Bond (2009) indicates that sharing of information learned from error investigation for the
purposes of preventing futures errors is requisite of good organizational governance and
professional ethics.
Moreover, in the context of the engineering profession, Bond (2009, p. 186)
indicates that organizations should “consider health and safety at the board level, to report
publicly on a range of health and safety issues and to promote an index for insurance companies,
investors, and others to gauge the performance of the company.”
However, he also argues this
holds true for other industries and is certainly applicable to the medical profession.
Bond (2009) describes the fear of consequences as the primary driver for concealing
errors.
However, because with rare exception, all errors occur because of system failures,
organizational culture, and governance should dictate that identification of errors leads to
education to prevent future errors.
Stoyanova, et. al (2012) indicates that health care
organizations have a social responsibility to the public at large where medical errors are
concerned.
Specifically, there is a duty to raise awareness on issues related to medical errors,
promote the exchange of successful solutions and best practices, and lowering medical expenses
through eliminating repeated medical errors.
In order to reduce medical errors, a health care organization must develop a culture of
safety.
Vagus, et. al (2010, p. 61) indicates a safety culture is effective at reducing errors because
“it brings together large numbers of people and imbues them for a sufficient time with a
sufficient similarity of approach, outlook, and priorities to enable them to achieve collective,

11
sustained responses that would otherwise be impossible.”

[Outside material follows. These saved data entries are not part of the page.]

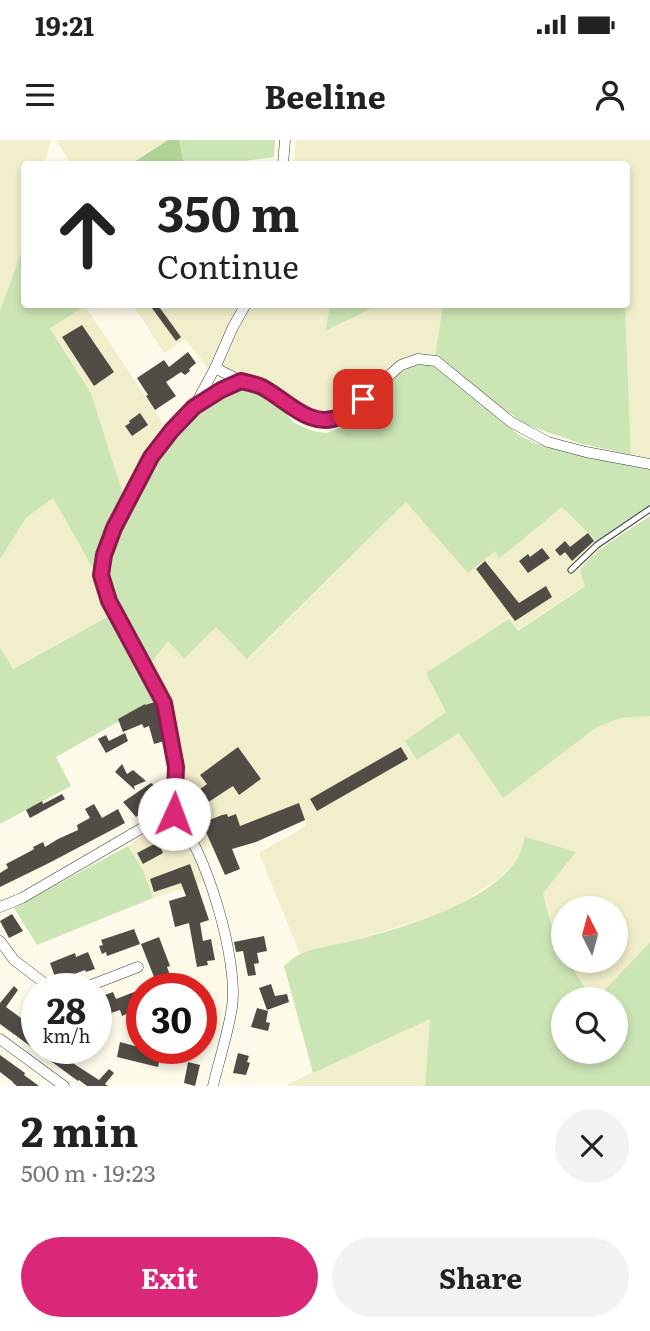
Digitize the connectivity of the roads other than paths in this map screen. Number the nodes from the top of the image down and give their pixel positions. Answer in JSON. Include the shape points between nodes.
{"nodes":[{"id":1,"x":285,"y":140,"type":"edge"},
{"id":2,"x":283,"y":161,"type":"edge"},
{"id":3,"x":244,"y":308,"type":"edge"},
{"id":4,"x":215,"y":368,"type":"junction"},
{"id":5,"x":241,"y":381,"type":"junction"},
{"id":6,"x":194,"y":407,"type":"junction"},
{"id":7,"x":650,"y":464,"type":"edge"},
{"id":8,"x":650,"y":509,"type":"edge"},
{"id":9,"x":571,"y":570,"type":"dead end"},
{"id":10,"x":174,"y":814,"type":"junction"},
{"id":11,"x":0,"y":907,"type":"edge"},
{"id":12,"x":0,"y":941,"type":"edge"},
{"id":13,"x":138,"y":967,"type":"dead end"},
{"id":14,"x":31,"y":973,"type":"edge"},
{"id":15,"x":112,"y":977,"type":"edge"},
{"id":16,"x":0,"y":1039,"type":"edge"},
{"id":17,"x":64,"y":1086,"type":"edge"},
{"id":18,"x":212,"y":1086,"type":"edge"}],
"edges":[{"from":1,"to":2,"type":"street"},
{"from":3,"to":4,"type":"street"},
{"from":4,"to":5,"type":"street"},
{"from":4,"to":6,"type":"street"},
{"from":5,"to":6,"type":"street"},
{"from":5,"to":7,"type":"street","via":[[262,387],[316,420],[328,421],[343,415],[401,365],[418,359],[436,361],[511,422],[548,442]]},
{"from":6,"to":10,"type":"street","via":[[151,457],[114,528],[101,575],[109,601],[164,703],[176,767]]},
{"from":8,"to":9,"type":"lane","via":[[597,545]]},
{"from":10,"to":11,"type":"street"},
{"from":10,"to":18,"type":"street","via":[[186,829],[213,889],[231,968],[233,1006]]},
{"from":12,"to":14,"type":"street"},
{"from":13,"to":15,"type":"street"},
{"from":16,"to":17,"type":"street"}]}
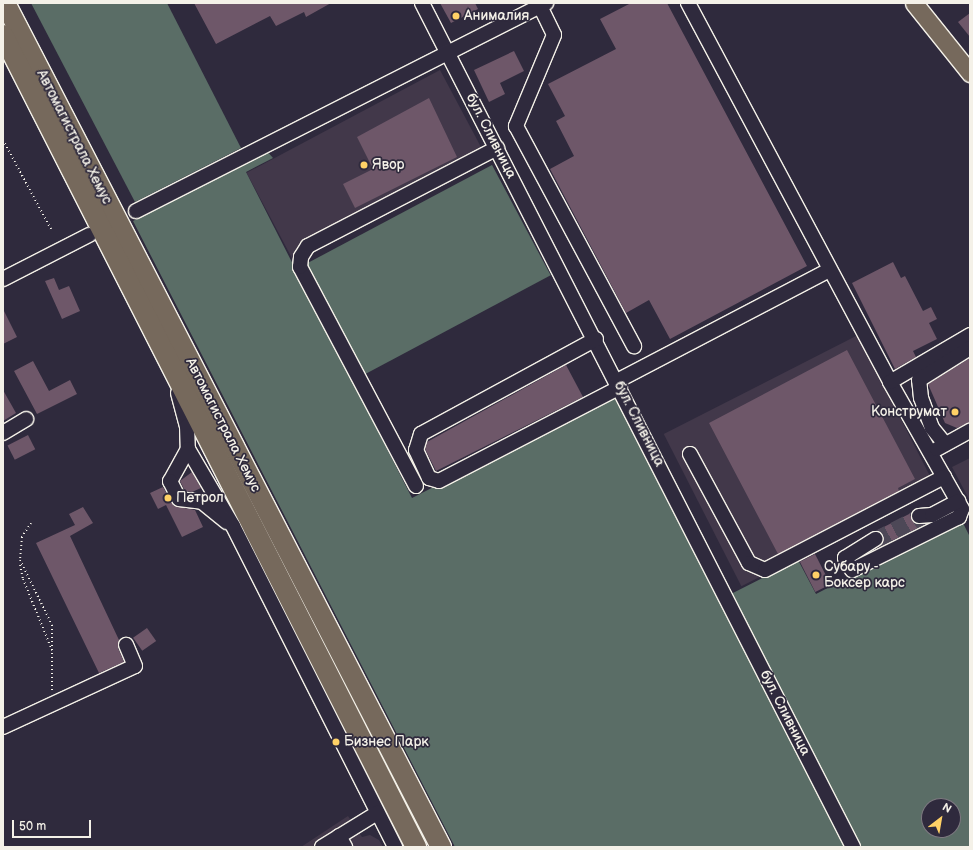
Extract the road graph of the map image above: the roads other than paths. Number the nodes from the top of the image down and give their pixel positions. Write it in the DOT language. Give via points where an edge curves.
graph roads {
  1 [pos="5,3"];
  2 [pos="422,3"];
  3 [pos="688,3"];
  4 [pos="914,3"];
  5 [pos="543,5"];
  6 [pos="3,35"];
  7 [pos="448,54"];
  8 [pos="970,73"];
  9 [pos="497,148"];
  10 [pos="136,211"];
  11 [pos="89,235"];
  12 [pos="829,270"];
  13 [pos="3,279"];
  14 [pos="970,335"];
  15 [pos="596,339"];
  16 [pos="634,346"];
  17 [pos="970,348"];
  18 [pos="172,372"];
  19 [pos="890,382"];
  20 [pos="618,384"];
  21 [pos="26,419"];
  22 [pos="970,431"];
  23 [pos="3,433"];
  24 [pos="945,444"];
  25 [pos="188,449"];
  26 [pos="930,453"];
  27 [pos="690,454"];
  28 [pos="944,477"];
  29 [pos="416,486"];
  30 [pos="958,501"];
  31 [pos="925,518"];
  32 [pos="233,526"];
  33 [pos="877,544"];
  34 [pos="126,645"];
  35 [pos="3,727"];
  36 [pos="377,813"];
  37 [pos="342,842"];
  38 [pos="322,847"];
  39 [pos="395,847"];
  40 [pos="416,847"];
  41 [pos="441,847"];
  42 [pos="853,847"];
  1 -- 41 [label="highway, Автомагистрала Хемус"];
  2 -- 7 [label="street, бул. Сливница"];
  3 -- 12 [label="street"];
  4 -- 8 [label="main road"];
  5 -- 7 [label="street"];
  5 -- 16 [label="street" via="554,35 516,126"];
  6 -- 18 [label="highway, Автомагистрала Хемус"];
  7 -- 9 [label="street, бул. Сливница"];
  7 -- 10 [label="street"];
  9 -- 15 [label="street, бул. Сливница"];
  9 -- 29 [label="street" via="308,246 301,257 300,267"];
  11 -- 13 [label="street"];
  12 -- 19 [label="street"];
  12 -- 20 [label="street"];
  14 -- 19 [label="street"];
  15 -- 20 [label="street, бул. Сливница"];
  15 -- 20 [label="street" via="421,434 416,450 429,478 439,481"];
  17 -- 24 [label="street" via="919,380 920,398 930,422"];
  18 -- 25 [label="street" via="187,426"];
  18 -- 40 [label="highway, Автомагистрала Хемус"];
  19 -- 26 [label="street"];
  20 -- 42 [label="street, бул. Сливница"];
  21 -- 23 [label="street"];
  22 -- 24 [label="street"];
  24 -- 26 [label="street"];
  25 -- 32 [label="street"];
  25 -- 32 [label="street" via="170,481 179,498 202,502"];
  26 -- 28 [label="street"];
  27 -- 28 [label="street" via="749,563 765,570"];
  28 -- 30 [label="street"];
  30 -- 31 [label="street"];
  30 -- 33 [label="street" via="963,514 959,517 852,570 847,563"];
  32 -- 36 [label="street"];
  34 -- 35 [label="street" via="135,666"];
  36 -- 37 [label="street"];
  36 -- 39 [label="street"];
  37 -- 38 [label="street"];
}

Essentially, the instillation of values,
attitudes, and behavioral norms wherein safety is the focus of all care delivered, is the essence of
a safety culture.
All members of the organization are committed to reduce errors during the
delivery of patient care and are committed to investigating collaboratively those things that pose
a threat to patient safety.
Vagus, et. al (2010) describes the difficulties in attaining a culture of safety in that safety
is a difficult thing to observe and safer courses of action are not always obvious.
Moreover,
given the overall complexity of medicine and human beings, prevention of harm is not always
easy.
Health care practitioners do not always agree on what constitutes an error, or even the
appropriate responses to medical errors, further challenging the creation of a safety culture.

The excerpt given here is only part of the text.